| Try it |
When the material ends, stop; until then, set down every line exactly.

| Material provided |
%%
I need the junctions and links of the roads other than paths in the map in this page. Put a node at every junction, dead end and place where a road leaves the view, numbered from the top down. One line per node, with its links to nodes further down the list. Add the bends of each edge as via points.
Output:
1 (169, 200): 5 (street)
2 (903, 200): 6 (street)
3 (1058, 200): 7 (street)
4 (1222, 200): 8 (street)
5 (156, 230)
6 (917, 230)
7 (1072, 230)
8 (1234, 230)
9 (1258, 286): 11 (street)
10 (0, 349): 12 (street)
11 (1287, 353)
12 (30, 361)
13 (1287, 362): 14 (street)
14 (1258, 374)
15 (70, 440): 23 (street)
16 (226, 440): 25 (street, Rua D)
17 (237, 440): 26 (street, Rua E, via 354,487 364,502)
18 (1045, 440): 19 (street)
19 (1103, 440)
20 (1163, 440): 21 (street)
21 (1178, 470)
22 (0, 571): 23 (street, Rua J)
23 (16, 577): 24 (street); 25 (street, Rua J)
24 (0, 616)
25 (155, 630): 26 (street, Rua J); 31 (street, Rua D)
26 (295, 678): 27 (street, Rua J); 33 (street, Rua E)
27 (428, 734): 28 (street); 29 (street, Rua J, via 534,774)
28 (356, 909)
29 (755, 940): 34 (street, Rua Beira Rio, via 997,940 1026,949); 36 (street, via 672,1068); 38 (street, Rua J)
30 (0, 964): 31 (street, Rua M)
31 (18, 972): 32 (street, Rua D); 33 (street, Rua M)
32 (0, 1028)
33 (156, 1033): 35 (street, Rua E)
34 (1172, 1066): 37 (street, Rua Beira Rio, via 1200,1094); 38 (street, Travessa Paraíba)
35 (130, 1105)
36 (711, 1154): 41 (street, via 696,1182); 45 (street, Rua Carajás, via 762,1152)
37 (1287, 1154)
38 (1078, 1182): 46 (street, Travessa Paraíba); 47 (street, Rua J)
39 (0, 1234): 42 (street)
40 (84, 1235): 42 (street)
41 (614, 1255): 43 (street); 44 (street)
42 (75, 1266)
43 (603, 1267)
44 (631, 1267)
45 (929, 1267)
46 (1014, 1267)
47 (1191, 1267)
%%
| Exercise result |
I need the junctions and links of the roads other than paths in the map in this page. Put a node at every junction, dead end and place where a road leaves the view, numbered from the top down. One line per node, with its links to nodes further down the list. Add the bends of each edge as via points.
Output:
1 (169, 200): 5 (street)
2 (903, 200): 6 (street)
3 (1058, 200): 7 (street)
4 (1222, 200): 8 (street)
5 (156, 230)
6 (917, 230)
7 (1072, 230)
8 (1234, 230)
9 (1258, 286): 11 (street)
10 (0, 349): 12 (street)
11 (1287, 353)
12 (30, 361)
13 (1287, 362): 14 (street)
14 (1258, 374)
15 (70, 440): 23 (street)
16 (226, 440): 25 (street, Rua D)
17 (237, 440): 26 (street, Rua E, via 354,487 364,502)
18 (1045, 440): 19 (street)
19 (1103, 440)
20 (1163, 440): 21 (street)
21 (1178, 470)
22 (0, 571): 23 (street, Rua J)
23 (16, 577): 24 (street); 25 (street, Rua J)
24 (0, 616)
25 (155, 630): 26 (street, Rua J); 31 (street, Rua D)
26 (295, 678): 27 (street, Rua J); 33 (street, Rua E)
27 (428, 734): 28 (street); 29 (street, Rua J, via 534,774)
28 (356, 909)
29 (755, 940): 34 (street, Rua Beira Rio, via 997,940 1026,949); 36 (street, via 672,1068); 38 (street, Rua J)
30 (0, 964): 31 (street, Rua M)
31 (18, 972): 32 (street, Rua D); 33 (street, Rua M)
32 (0, 1028)
33 (156, 1033): 35 (street, Rua E)
34 (1172, 1066): 37 (street, Rua Beira Rio, via 1200,1094); 38 (street, Travessa Paraíba)
35 (130, 1105)
36 (711, 1154): 41 (street, via 696,1182); 45 (street, Rua Carajás, via 762,1152)
37 (1287, 1154)
38 (1078, 1182): 46 (street, Travessa Paraíba); 47 (street, Rua J)
39 (0, 1234): 42 (street)
40 (84, 1235): 42 (street)
41 (614, 1255): 43 (street); 44 (street)
42 (75, 1266)
43 (603, 1267)
44 (631, 1267)
45 (929, 1267)
46 (1014, 1267)
47 (1191, 1267)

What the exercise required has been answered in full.